── Provided records

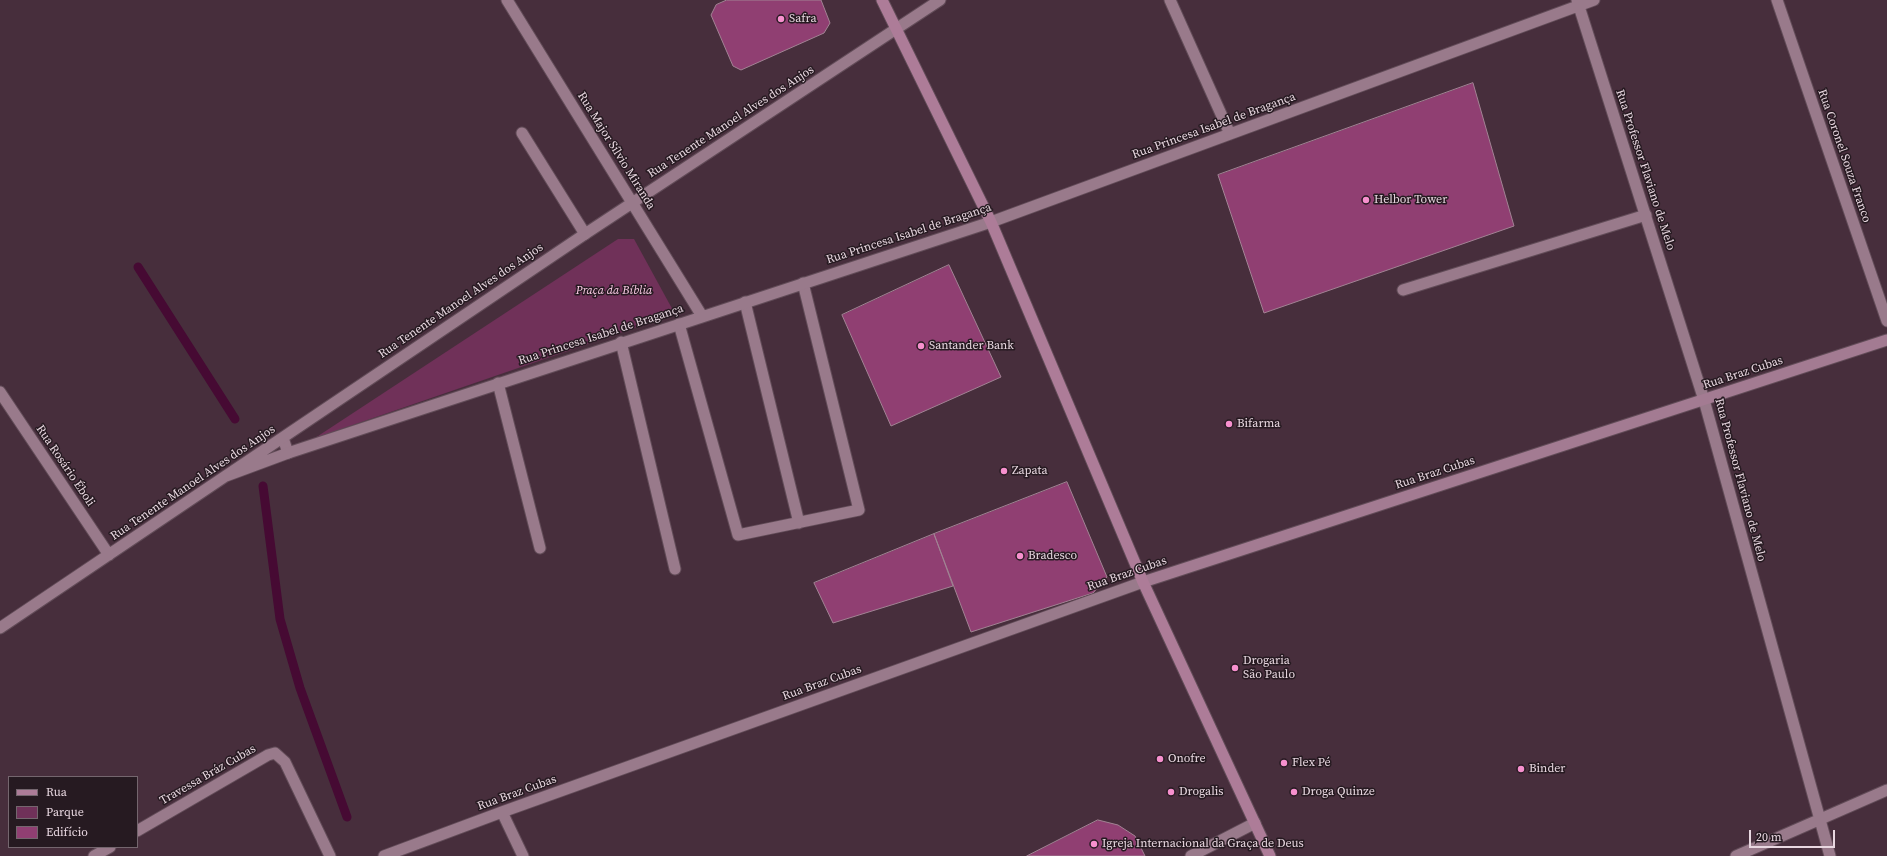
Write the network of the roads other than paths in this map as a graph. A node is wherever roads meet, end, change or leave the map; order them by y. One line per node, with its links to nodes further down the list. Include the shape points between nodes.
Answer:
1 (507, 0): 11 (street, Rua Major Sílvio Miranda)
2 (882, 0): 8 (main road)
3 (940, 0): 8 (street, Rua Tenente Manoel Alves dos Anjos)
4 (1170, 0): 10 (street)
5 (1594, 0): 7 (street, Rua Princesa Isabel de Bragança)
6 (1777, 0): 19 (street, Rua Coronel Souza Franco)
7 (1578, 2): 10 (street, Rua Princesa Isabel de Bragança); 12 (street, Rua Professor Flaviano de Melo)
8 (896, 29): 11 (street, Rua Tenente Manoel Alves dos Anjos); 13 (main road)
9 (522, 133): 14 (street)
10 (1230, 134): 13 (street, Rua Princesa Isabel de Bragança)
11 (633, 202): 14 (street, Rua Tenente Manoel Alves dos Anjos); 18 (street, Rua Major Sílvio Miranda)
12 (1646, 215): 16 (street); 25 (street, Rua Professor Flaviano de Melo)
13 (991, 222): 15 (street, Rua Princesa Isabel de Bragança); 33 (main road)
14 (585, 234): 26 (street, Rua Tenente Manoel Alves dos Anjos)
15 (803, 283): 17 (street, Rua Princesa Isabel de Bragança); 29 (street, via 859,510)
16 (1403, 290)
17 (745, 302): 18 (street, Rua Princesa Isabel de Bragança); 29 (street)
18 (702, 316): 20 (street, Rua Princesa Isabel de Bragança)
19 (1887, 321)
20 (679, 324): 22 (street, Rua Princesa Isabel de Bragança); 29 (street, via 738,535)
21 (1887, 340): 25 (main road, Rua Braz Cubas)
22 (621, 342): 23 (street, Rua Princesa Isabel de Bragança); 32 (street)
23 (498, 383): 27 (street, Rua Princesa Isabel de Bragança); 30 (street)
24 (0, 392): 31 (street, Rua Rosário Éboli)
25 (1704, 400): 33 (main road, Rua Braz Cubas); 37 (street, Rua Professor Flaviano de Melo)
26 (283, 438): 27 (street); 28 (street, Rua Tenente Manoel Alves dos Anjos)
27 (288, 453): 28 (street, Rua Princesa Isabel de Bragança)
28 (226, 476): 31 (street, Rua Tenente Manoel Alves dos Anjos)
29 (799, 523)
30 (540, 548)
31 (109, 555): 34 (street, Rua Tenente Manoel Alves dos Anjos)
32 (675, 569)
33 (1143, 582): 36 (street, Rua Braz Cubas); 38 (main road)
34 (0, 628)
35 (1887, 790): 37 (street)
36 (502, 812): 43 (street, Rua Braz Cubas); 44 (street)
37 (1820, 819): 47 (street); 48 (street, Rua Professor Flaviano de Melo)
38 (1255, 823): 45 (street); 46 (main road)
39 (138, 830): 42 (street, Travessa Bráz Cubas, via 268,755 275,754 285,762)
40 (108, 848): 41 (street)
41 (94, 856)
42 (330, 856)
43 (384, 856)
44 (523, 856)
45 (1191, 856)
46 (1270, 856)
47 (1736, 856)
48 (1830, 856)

────

▸ Task requirements: For the records above, state how many lines contain the string "Sílvio", with no added text.

▸ Response area: 2